**What is expected:** In the material below, the lines containing the word "that" are required; copy each of them.

**Records provided:**

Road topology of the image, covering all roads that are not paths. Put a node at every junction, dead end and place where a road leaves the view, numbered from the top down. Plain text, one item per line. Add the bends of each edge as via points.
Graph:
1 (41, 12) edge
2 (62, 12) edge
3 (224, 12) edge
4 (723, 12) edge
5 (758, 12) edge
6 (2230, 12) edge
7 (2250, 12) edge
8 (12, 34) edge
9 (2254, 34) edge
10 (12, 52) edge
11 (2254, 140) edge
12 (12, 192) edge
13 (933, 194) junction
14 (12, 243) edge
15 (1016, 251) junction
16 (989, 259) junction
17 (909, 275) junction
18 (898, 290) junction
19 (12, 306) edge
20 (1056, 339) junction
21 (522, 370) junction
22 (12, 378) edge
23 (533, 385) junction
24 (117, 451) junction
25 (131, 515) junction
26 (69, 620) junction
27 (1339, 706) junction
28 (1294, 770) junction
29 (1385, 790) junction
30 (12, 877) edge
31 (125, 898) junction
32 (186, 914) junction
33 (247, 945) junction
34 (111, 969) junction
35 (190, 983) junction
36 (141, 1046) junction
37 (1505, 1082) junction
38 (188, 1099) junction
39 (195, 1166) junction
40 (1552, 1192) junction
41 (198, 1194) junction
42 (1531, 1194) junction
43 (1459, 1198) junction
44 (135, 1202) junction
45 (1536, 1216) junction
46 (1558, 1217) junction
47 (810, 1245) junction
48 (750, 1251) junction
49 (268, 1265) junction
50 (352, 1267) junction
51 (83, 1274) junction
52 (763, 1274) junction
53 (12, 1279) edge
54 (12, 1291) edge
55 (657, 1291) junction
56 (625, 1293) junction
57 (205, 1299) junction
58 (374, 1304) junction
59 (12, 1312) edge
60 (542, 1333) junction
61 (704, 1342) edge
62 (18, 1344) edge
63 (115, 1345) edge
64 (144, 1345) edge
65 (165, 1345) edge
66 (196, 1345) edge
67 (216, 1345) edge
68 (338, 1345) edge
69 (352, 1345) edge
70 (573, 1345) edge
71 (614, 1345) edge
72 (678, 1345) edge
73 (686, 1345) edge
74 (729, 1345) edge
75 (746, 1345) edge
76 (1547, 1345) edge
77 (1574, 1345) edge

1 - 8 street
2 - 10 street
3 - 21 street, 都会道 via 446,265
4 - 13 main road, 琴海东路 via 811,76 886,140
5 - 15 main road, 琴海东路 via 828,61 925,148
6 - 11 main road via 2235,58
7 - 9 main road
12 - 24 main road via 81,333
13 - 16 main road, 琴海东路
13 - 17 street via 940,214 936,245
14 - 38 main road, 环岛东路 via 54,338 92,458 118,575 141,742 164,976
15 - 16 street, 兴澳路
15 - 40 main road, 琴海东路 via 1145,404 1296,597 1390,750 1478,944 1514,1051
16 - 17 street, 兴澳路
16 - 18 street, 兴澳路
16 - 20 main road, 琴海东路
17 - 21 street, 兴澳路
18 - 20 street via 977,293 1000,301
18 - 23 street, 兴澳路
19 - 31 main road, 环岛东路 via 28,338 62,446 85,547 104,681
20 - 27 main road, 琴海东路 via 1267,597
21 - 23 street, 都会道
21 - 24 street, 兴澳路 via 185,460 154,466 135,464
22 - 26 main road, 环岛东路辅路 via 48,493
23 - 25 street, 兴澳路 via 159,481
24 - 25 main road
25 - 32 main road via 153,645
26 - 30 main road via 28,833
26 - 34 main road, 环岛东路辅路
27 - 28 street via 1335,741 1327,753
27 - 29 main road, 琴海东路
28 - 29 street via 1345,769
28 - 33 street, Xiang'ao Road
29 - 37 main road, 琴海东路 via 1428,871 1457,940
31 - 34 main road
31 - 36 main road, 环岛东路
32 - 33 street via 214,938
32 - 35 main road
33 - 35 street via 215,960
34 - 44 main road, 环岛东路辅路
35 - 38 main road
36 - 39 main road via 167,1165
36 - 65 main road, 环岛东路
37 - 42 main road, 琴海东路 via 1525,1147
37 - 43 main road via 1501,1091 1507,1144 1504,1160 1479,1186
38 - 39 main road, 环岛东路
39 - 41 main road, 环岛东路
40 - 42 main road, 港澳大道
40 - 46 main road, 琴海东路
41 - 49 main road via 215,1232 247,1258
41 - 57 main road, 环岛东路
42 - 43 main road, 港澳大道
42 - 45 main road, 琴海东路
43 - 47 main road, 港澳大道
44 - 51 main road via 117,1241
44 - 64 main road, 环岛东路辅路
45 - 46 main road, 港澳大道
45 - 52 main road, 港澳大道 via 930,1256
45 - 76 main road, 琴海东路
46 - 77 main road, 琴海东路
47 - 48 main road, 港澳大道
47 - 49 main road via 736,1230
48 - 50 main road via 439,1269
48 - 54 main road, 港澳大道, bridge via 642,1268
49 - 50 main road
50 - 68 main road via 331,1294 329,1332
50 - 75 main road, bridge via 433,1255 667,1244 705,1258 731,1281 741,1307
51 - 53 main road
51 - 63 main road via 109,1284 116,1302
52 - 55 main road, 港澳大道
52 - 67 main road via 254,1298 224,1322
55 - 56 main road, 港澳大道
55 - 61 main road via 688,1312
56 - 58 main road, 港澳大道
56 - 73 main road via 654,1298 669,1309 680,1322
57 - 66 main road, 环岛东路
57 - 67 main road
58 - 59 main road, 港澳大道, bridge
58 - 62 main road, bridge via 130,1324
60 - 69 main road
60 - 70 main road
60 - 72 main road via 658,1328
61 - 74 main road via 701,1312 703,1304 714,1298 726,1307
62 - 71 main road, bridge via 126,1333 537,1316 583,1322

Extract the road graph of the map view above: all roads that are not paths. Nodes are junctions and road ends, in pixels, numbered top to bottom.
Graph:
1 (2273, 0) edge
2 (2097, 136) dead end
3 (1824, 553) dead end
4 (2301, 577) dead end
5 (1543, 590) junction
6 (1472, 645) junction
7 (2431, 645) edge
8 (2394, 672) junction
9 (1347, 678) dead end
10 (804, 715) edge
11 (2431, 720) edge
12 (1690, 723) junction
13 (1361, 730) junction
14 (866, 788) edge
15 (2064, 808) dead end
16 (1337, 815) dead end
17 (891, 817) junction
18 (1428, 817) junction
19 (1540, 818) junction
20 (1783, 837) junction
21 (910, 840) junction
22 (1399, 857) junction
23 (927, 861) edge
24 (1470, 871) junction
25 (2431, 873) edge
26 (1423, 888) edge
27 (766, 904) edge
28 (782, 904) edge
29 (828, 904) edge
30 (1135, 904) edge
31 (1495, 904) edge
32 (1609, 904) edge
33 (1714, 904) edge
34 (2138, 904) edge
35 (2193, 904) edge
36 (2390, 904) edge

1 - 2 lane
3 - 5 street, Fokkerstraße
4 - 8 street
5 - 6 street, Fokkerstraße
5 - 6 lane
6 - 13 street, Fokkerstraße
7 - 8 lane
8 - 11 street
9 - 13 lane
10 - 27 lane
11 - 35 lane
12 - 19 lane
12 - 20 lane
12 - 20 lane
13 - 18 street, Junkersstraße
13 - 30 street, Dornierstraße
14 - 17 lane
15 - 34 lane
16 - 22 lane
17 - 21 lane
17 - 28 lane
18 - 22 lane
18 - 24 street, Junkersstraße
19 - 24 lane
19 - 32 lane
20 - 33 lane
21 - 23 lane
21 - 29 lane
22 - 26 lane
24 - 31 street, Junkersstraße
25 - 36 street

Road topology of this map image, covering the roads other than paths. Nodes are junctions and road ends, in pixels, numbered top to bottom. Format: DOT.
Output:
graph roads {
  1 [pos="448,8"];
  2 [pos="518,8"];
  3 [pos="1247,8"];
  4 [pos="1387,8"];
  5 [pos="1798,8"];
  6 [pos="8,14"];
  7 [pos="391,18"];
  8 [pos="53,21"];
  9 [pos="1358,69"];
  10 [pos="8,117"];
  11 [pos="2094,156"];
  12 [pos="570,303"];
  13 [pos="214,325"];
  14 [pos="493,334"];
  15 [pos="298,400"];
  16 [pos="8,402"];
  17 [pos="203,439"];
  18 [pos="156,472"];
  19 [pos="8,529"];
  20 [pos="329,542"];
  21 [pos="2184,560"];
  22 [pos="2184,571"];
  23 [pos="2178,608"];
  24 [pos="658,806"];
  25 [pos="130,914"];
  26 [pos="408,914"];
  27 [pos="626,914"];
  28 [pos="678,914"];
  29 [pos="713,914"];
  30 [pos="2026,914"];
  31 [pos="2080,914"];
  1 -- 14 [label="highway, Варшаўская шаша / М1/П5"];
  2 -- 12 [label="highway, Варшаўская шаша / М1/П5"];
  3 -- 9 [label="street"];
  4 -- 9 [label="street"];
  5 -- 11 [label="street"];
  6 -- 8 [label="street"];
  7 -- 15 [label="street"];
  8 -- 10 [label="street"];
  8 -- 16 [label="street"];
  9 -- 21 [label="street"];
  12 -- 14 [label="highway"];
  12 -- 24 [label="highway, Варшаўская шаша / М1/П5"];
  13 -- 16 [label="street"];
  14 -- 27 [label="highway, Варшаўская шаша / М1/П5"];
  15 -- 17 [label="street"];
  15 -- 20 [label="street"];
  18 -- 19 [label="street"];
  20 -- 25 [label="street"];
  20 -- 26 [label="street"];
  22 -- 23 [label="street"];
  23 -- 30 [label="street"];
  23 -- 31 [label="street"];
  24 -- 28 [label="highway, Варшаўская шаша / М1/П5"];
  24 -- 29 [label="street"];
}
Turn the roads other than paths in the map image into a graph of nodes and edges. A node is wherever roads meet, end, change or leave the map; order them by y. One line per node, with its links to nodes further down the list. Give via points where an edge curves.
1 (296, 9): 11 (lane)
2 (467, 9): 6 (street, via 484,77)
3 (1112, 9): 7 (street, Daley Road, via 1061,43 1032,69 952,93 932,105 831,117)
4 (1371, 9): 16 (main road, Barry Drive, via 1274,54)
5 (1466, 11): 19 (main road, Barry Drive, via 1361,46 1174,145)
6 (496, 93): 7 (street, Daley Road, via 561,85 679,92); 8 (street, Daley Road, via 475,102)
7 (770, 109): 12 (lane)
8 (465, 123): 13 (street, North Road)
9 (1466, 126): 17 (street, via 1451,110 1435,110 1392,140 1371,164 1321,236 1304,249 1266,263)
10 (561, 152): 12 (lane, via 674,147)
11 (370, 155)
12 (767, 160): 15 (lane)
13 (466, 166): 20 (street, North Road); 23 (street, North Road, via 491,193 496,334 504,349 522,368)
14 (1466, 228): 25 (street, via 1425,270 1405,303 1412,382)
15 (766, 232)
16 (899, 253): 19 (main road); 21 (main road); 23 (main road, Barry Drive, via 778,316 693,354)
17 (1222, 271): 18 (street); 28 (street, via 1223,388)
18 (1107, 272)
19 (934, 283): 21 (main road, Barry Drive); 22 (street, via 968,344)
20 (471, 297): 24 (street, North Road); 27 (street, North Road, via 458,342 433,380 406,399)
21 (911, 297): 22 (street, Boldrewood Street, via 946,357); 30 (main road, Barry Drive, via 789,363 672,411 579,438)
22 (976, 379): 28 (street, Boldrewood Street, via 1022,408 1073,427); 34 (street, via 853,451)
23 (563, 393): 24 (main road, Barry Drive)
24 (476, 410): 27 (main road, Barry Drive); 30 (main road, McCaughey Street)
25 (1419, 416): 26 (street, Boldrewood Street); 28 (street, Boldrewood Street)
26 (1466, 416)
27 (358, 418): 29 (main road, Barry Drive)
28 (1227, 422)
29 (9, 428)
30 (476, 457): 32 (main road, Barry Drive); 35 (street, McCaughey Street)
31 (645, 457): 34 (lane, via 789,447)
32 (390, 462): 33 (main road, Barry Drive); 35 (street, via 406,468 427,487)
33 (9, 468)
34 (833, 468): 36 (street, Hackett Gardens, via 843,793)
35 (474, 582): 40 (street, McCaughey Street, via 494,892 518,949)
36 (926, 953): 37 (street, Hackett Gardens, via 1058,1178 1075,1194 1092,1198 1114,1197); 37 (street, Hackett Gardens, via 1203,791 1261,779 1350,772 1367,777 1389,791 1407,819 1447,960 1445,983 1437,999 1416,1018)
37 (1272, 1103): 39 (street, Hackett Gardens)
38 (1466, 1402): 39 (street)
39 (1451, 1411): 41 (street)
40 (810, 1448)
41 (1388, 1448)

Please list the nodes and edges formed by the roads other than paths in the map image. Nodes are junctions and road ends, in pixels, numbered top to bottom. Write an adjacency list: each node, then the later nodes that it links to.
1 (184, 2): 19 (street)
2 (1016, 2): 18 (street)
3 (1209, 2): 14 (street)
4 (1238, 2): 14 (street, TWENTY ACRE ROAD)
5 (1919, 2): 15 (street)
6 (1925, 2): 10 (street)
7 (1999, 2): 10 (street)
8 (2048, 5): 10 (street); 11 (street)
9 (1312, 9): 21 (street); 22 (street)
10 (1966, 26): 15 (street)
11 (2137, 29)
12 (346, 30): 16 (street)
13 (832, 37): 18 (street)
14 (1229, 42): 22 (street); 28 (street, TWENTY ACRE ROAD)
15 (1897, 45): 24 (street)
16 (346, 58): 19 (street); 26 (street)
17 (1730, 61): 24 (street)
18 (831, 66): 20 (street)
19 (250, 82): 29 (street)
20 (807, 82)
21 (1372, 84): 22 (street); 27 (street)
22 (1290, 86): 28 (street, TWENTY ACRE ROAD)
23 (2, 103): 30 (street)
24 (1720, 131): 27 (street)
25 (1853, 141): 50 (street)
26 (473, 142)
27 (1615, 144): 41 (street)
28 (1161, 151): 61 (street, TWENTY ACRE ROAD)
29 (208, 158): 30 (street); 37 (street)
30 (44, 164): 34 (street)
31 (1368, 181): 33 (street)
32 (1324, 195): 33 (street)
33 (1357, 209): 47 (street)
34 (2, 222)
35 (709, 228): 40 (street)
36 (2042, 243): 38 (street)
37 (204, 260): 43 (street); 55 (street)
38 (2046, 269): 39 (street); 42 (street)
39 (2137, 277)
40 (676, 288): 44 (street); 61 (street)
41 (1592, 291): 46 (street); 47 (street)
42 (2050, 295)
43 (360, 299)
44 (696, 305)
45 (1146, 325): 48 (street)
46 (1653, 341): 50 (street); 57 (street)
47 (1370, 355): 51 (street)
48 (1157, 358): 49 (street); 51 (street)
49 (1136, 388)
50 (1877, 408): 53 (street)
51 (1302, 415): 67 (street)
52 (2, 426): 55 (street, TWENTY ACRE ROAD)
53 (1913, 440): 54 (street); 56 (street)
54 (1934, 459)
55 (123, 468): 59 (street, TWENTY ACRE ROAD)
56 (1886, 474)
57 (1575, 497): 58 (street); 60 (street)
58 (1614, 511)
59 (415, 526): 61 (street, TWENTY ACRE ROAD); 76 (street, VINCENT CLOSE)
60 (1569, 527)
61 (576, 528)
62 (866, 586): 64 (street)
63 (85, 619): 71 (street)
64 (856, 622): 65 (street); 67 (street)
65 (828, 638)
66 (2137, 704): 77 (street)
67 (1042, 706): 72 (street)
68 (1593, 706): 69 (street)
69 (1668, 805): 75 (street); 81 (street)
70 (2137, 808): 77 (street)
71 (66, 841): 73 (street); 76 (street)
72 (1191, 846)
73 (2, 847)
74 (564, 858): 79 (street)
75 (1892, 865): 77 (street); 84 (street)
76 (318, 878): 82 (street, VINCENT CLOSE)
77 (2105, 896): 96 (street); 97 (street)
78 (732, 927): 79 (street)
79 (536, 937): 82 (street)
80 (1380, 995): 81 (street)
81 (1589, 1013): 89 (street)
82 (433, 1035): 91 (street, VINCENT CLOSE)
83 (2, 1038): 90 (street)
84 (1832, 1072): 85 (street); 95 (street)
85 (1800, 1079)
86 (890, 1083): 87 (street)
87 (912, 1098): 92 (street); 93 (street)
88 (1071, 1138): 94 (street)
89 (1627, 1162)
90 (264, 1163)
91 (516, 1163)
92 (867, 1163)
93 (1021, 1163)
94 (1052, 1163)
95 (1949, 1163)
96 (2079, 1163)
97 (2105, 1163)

**Answer to this problem:**
Road topology of the image, covering all roads that are not paths. Put a node at every junction, dead end and place where a road leaves the view, numbered from the top down. Plain text, one item per line. Add the bends of each edge as via points.
Extract the road graph of the map view above: all roads that are not paths. Nodes are junctions and road ends, in pixels, numbered top to bottom.
Please list the nodes and edges formed by the roads other than paths in the map image. Nodes are junctions and road ends, in pixels, numbered top to bottom. Write an adjacency list: each node, then the later nodes that it links to.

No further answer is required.